En el cine clásico, el beso más largo fue el que mantuvieron durante tres minutos y cinco segundos Jane Wyman (Angela Channing en Falcon Crest) y Regis Toomey en la película You’re in the army now (1940). Si ampliamos el espectro cinematográfico nos encontramos con que en los títulos de crédito de Kids in America (2005), Stephanie Sherrin y Gregory Smith se besan durante seis minutos y 34 segundos.
Los besos en el cine, sublimados en el apoteósico final de Cinema Paradiso, no son más que el reflejo idealizado de un acto que admite las más diversas interpretaciones, si bien nos vamos a ceñir aquí a los besos en el rostro, para no explorar otras selvas en las que podríamos ser devorados. Quizá los besos más salvajes sean los de las Islas Trobriand (ahora Islas Kiriwina), descritos por el antropólogo ruso Bronislaw Malinowski en 1929. Allí el beso incluía frotarse la nariz y las mejillas, chuparse y morderse los labios, hacer lo propio con las mejillas y la nariz, y, lo más fascinante, morderse las pestañas y arrancarse el pelo.
Entre los besos más sofisticados destacaría el llamado beso eléctrico, en el que uno de los miembros de la pareja frota sus pies desnudos en una alfombra antes de dar un beso cargado de partículas negativas, lo que hace que salgan chispas en sentido literal. El famoso french kiss o beso con lengua es el beso que dieron a sus novias los soldados estadounidenses y británicos después de la Primera Guerra Mundial, adiestrados, según la leyenda, por las descocadas francesas.

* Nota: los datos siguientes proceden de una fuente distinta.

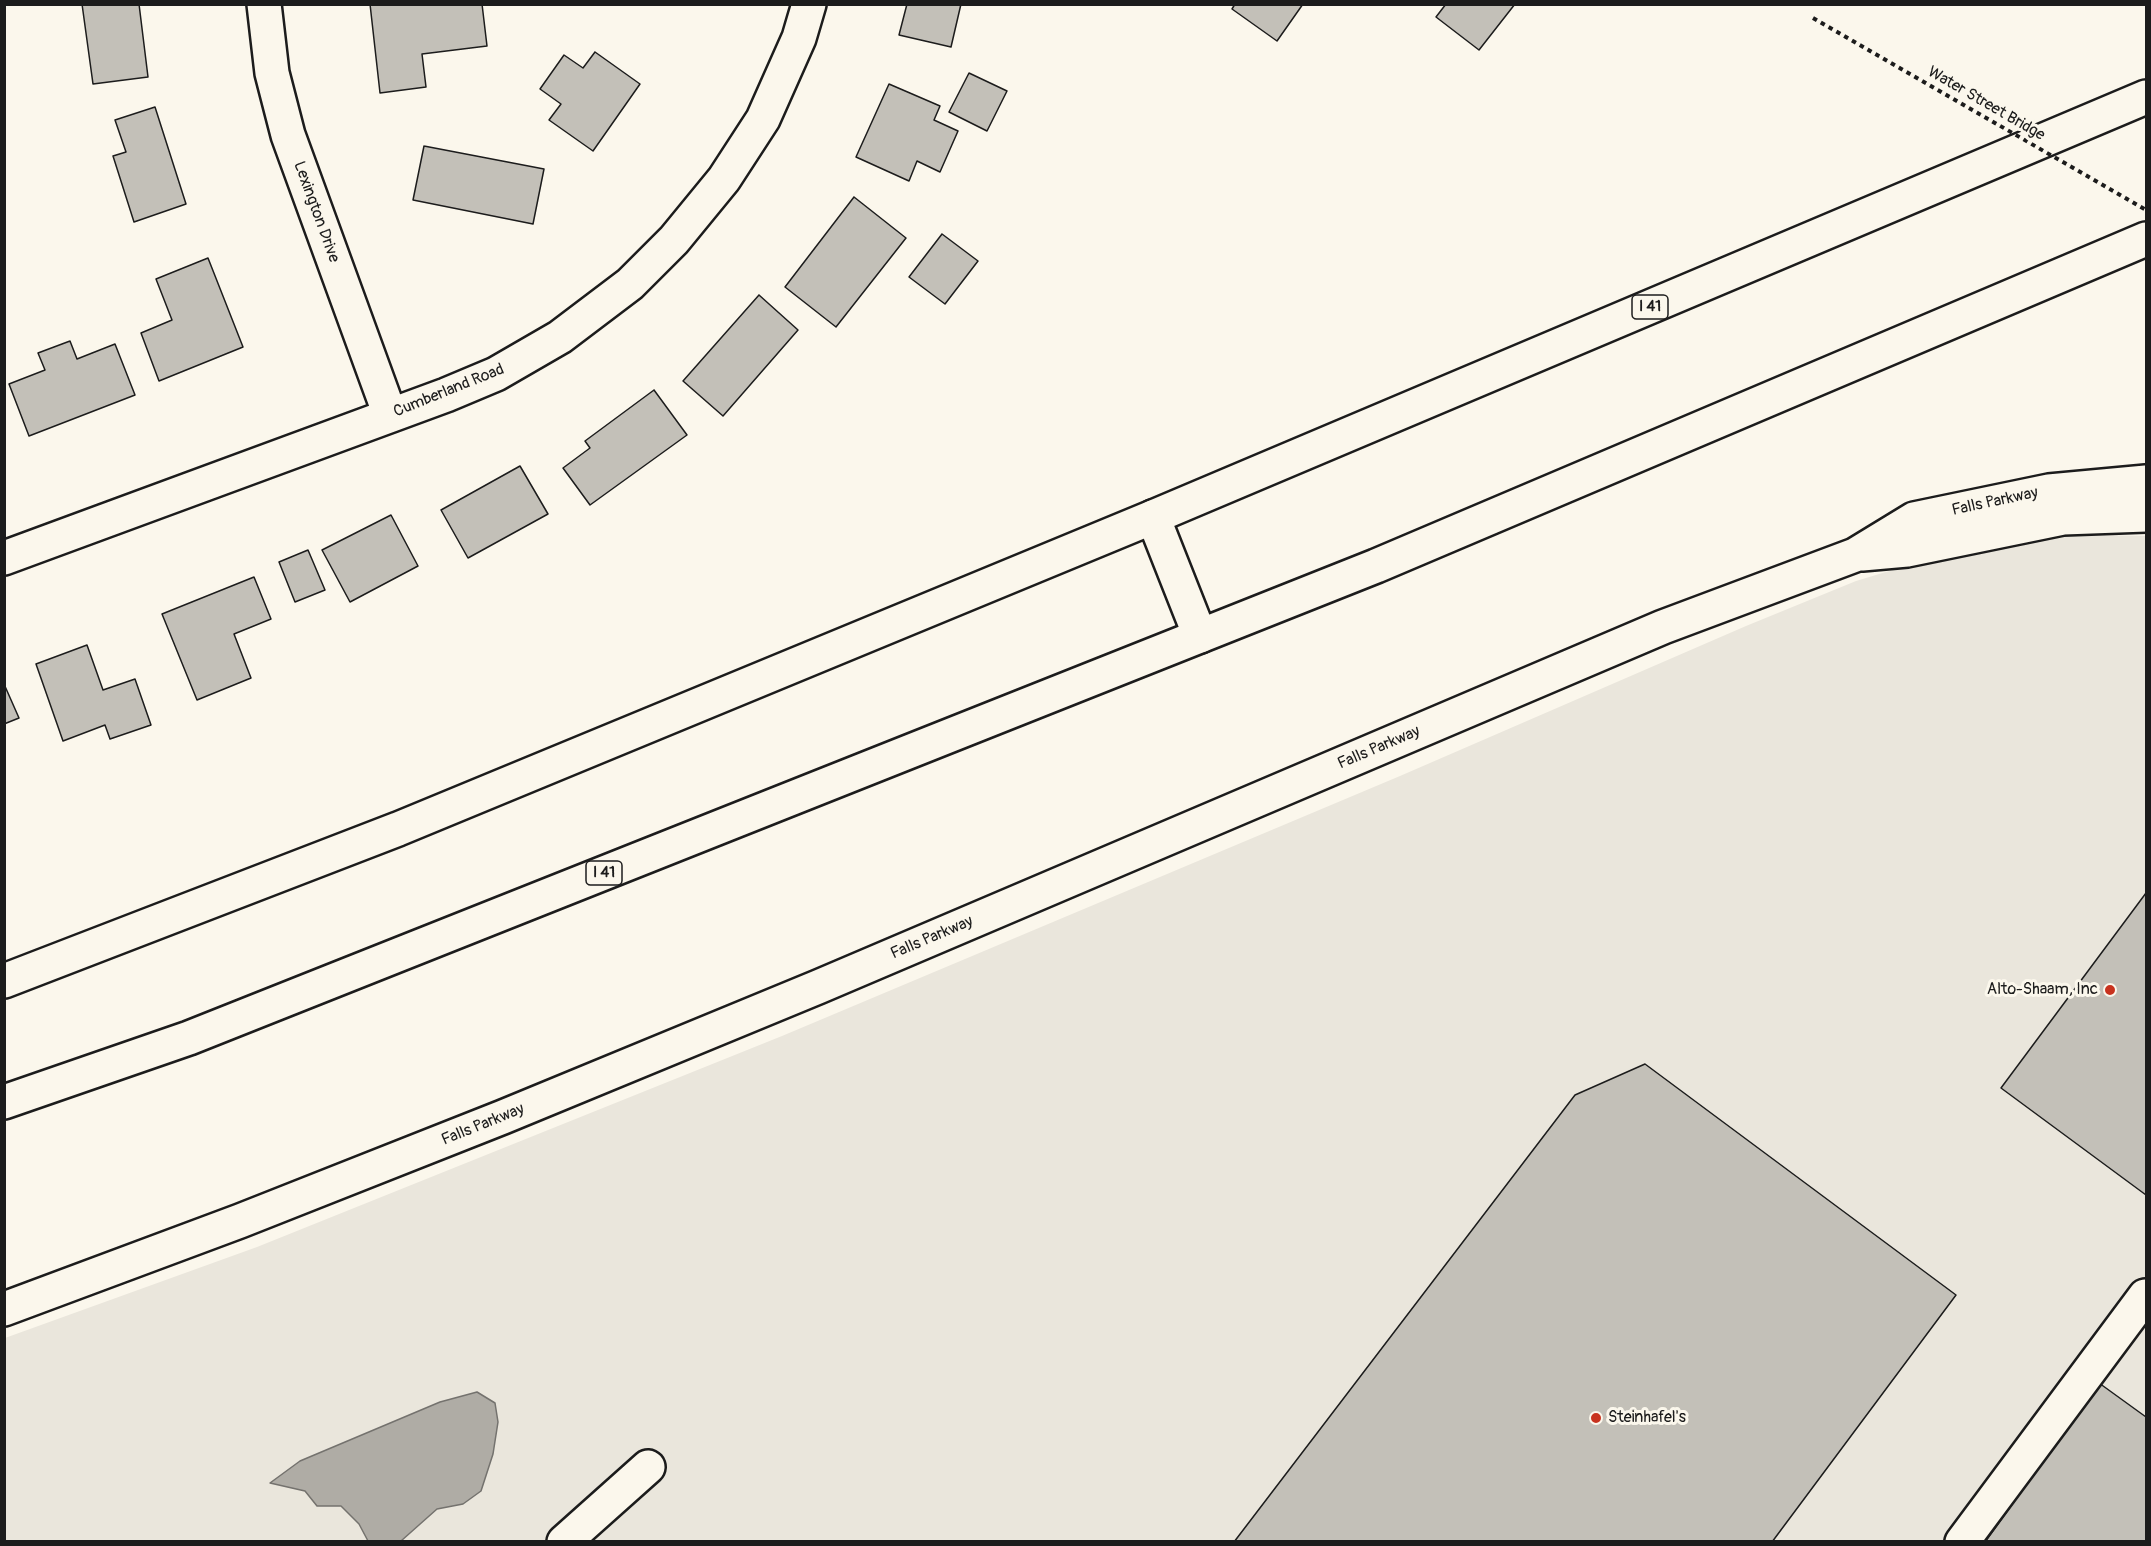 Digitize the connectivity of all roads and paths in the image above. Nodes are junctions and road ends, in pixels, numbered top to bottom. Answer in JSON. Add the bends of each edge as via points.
{"nodes":[{"id":1,"x":264,"y":4,"type":"edge"},
{"id":2,"x":809,"y":4,"type":"edge"},
{"id":3,"x":1813,"y":18,"type":"dead end"},
{"id":4,"x":2146,"y":97,"type":"edge"},
{"id":5,"x":2146,"y":210,"type":"edge"},
{"id":6,"x":2146,"y":239,"type":"edge"},
{"id":7,"x":390,"y":415,"type":"junction"},
{"id":8,"x":2146,"y":482,"type":"edge"},
{"id":9,"x":2146,"y":516,"type":"edge"},
{"id":10,"x":1153,"y":517,"type":"junction"},
{"id":11,"x":1855,"y":555,"type":"junction"},
{"id":12,"x":4,"y":558,"type":"edge"},
{"id":13,"x":1200,"y":636,"type":"junction"},
{"id":14,"x":4,"y":981,"type":"edge"},
{"id":15,"x":4,"y":1102,"type":"edge"},
{"id":16,"x":2145,"y":1296,"type":"dead end"},
{"id":17,"x":4,"y":1309,"type":"edge"},
{"id":18,"x":648,"y":1467,"type":"dead end"},
{"id":19,"x":564,"y":1542,"type":"edge"},
{"id":20,"x":1962,"y":1542,"type":"edge"}],
"edges":[{"from":1,"to":7,"type":"main road","name":"Lexington Drive","via":[[272,73],[288,135]]},
{"from":2,"to":7,"type":"main road","name":"Cumberland Road","via":[[799,38],[763,119],[702,209],[630,284],[560,337],[496,374]]},
{"from":3,"to":5,"type":"path","name":"Water Street Bridge","bridge":true},
{"from":4,"to":10,"type":"main road","number":"I 41"},
{"from":6,"to":13,"type":"main road","number":"I 41","via":[[1376,566]]},
{"from":7,"to":12,"type":"main road","name":"Cumberland Road"},
{"from":8,"to":11,"type":"main road","name":"Falls Parkway","via":[[2049,491],[1914,519]]},
{"from":9,"to":11,"type":"main road","name":"Falls Parkway","via":[[2063,518],[1907,550]]},
{"from":10,"to":13,"type":"main road"},
{"from":10,"to":14,"type":"main road","number":"I 41","via":[[398,829]]},
{"from":11,"to":17,"type":"main road","name":"Falls Parkway","via":[[1663,627],[503,1118]]},
{"from":13,"to":15,"type":"main road","number":"I 41","via":[[189,1038]]},
{"from":16,"to":20,"type":"main road"},
{"from":18,"to":19,"type":"main road"}]}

Entre las variedades más pintorescas hay que reseñar también el beso fraternal socialista. Se hizo popular entre los líderes soviéticos, que así mostraban su sintonía política y su amor fraternal. En caso de la que relación no fuera tan estrecha había distintas intensidades de abrazos, del más fuerte al más liviano. En este apartado, el beso mítico se lo dieron el presidente soviético Leónidas Brezniev y el líder de la República Democrática Alemana Erich Honecker en el 30 aniversario de la RDA, en 1979. De ser más estrecha la alianza entre soviéticos y alemanes orientales sólo se habría podido representar con un coito.
En 1991, tres años después de la caída del Muro, al político Ivan Silayev le salió el ramalazo soviético y le plantó un beso en la boca al tenista Andrei Cherkasov, ganador del Torneo de Moscú, ante la perplejidad del deportista, que estuvo a punto de defenderse con la raqueta.
El beso de la mafia también es singular: demuestra la pertenencia al clan de quien es besado en la boca, aunque en la película El Padrino también simbolizara la traición del más débil de los Corleone, emparentando en este caso con el beso de Judas.
Afirmaba Freud que el beso «es la quintaesencia del placer oral» y no hay quien le quite la razón. Además es altamente saludable. Provoca la contracción de 34 músculos de cara y cuello; aumenta el riego sanguíneo en los labios y sube la temperatura corporal. Al mismo tiempo, en cuanto se besa, se empiezan a quemar calorías a un ritmo de seis por minuto, seis veces más que cuando se está viendo la televisión, una dieta que resulta infalible si además se participa en un maratón tailandés.